Group therapy Modi's G20 call to arms can't halt retreat of globalisation
The Guardian Weekly|September 08, 2023
India’s prime minister, Narendra Modi, will have the unenviable task of forging agreement between the world’s biggest developed and developing countries when G20 leaders gather in Delhi for their annual summit on  9 September
Larry Elliott
Group therapy Modi's G20 call to arms can't halt retreat of globalisation

The scale of the challenge will be reflected in two significant no-shows. Vladimir Putin will not be leaving Moscow and nor will Xi Jinping be flying in from Beijing. The theme of the meeting is One Earth, One Family, One Future , but in truth the G20 is riven by conflict and struggling to remain relevant.

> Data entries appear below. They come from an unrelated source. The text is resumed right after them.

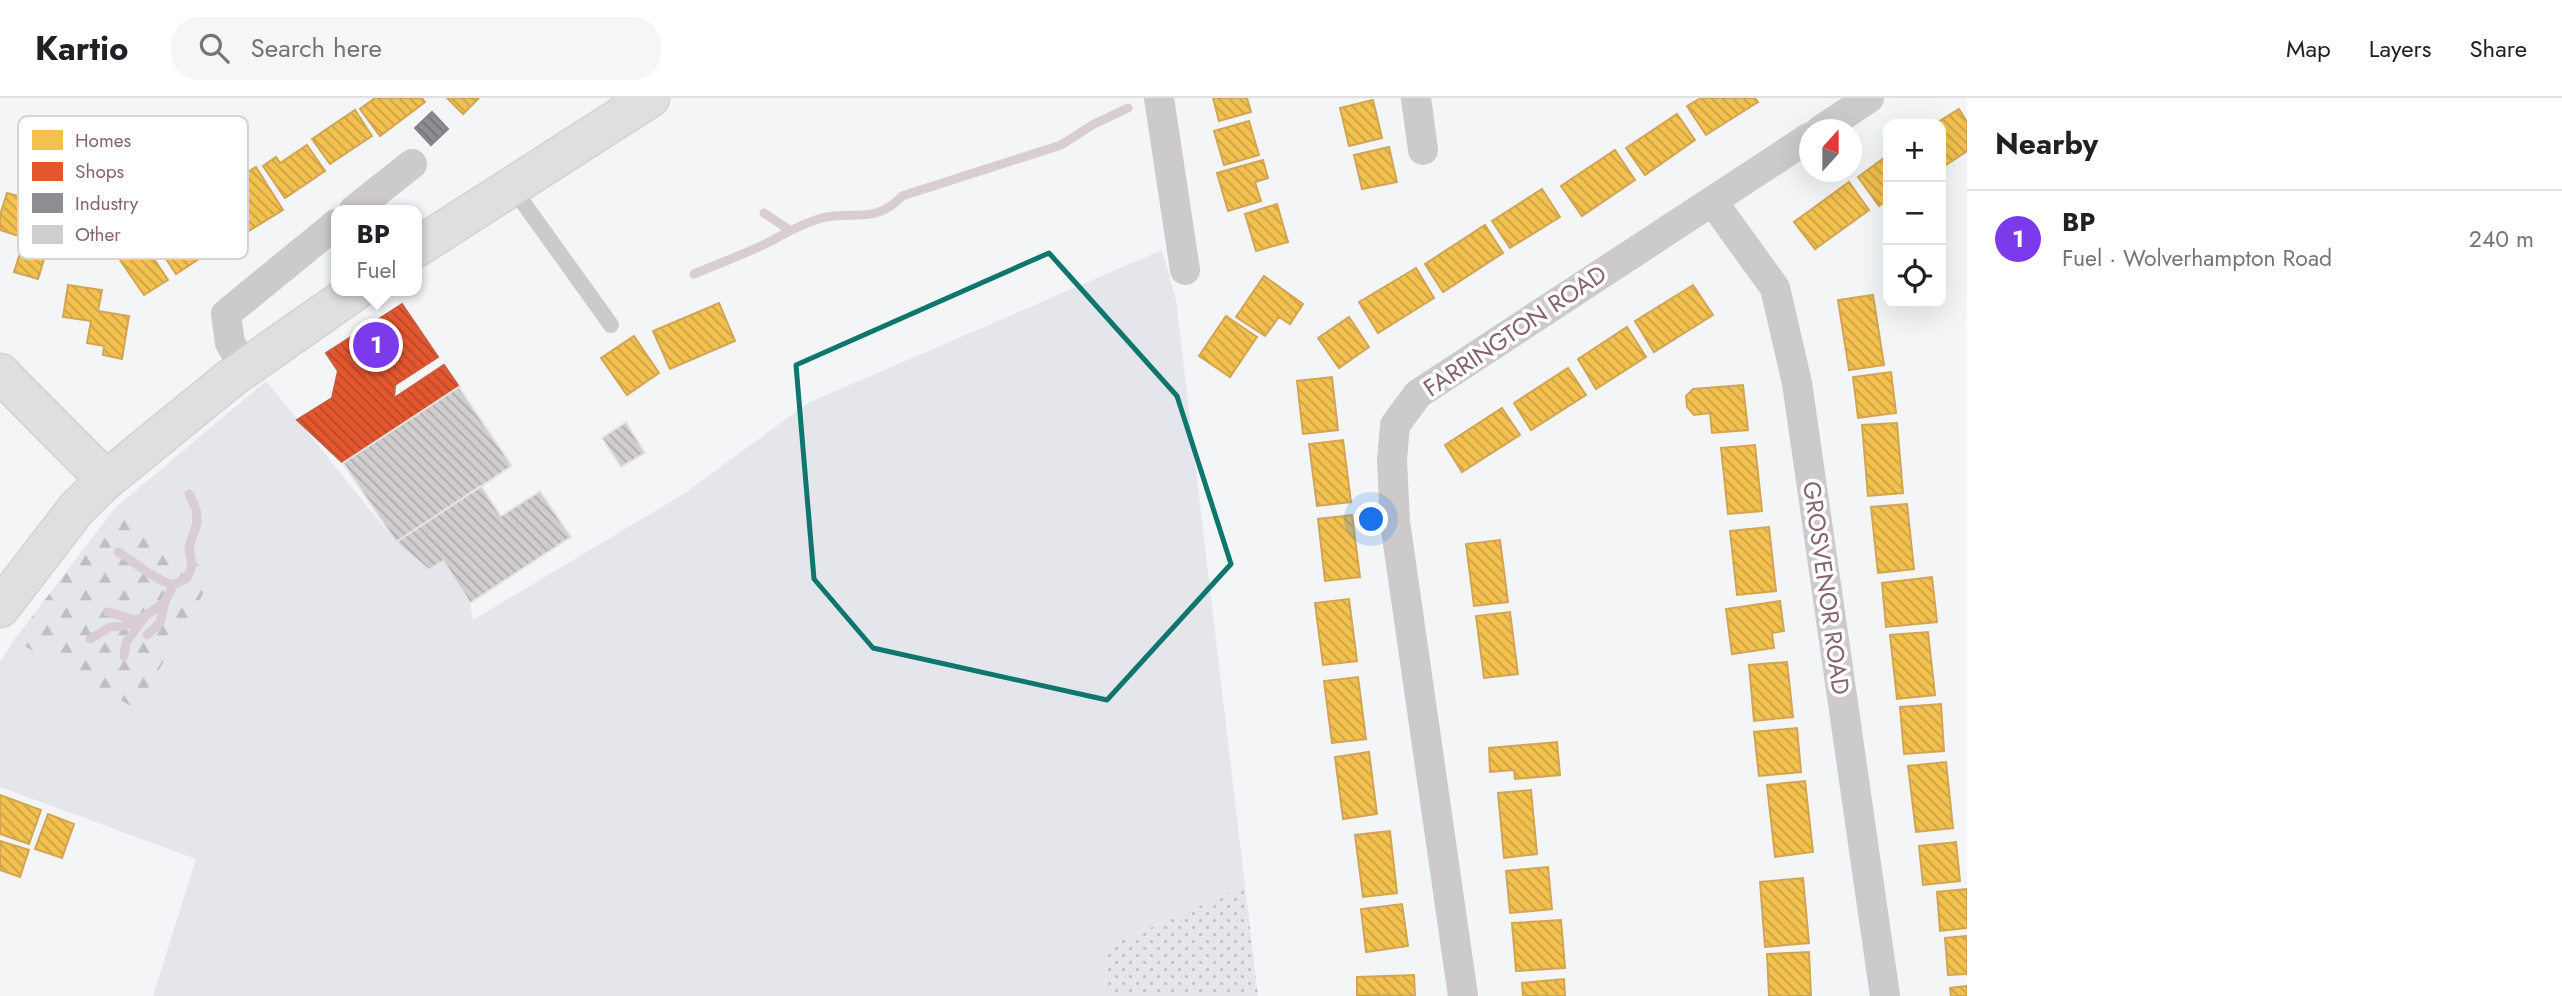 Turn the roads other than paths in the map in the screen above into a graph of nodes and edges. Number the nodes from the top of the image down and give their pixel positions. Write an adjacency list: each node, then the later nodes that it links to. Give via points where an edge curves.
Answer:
1 (650, 98): 9 (main road)
2 (1159, 98): 14 (street)
3 (1416, 98): 7 (street)
4 (1869, 98): 5 (street)
5 (1838, 119)
6 (1799, 144): 10 (street, FARRINGTON ROAD)
7 (1423, 150)
8 (412, 164): 11 (street)
9 (512, 187): 13 (main road); 16 (lane)
10 (1713, 202): 21 (street, FARRINGTON ROAD, via 1418,394 1395,425 1395,522); 22 (street, GROSVENOR ROAD, via 1775,288 1781,306 1797,383)
11 (360, 205)
12 (331, 229): 17 (street, via 226,314 230,343)
13 (422, 244)
14 (1185, 270)
15 (348, 296): 17 (main road)
16 (611, 325)
17 (245, 368): 19 (main road)
18 (0, 373): 19 (main road)
19 (106, 480): 20 (main road, via 77,508)
20 (0, 608)
21 (1464, 996)
22 (1885, 996)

It wasn’t always this way. The group dates back to the late 1990s but came of age a decade later during the global financial crisis, when rich and poor countries worked together to mitigate the impact of the slump that followed the near-collapse of the global banking system.

Conceptually, the G20 made sense because it recognised that the tectonic plates of the world economy had shifted. It no longer made sense for the rich members of the G7 – the US, Japan, Germany, France, Canada, Italy and the UK – to try to solve problems on their own when China, India and Brazil were emerging as serious forces.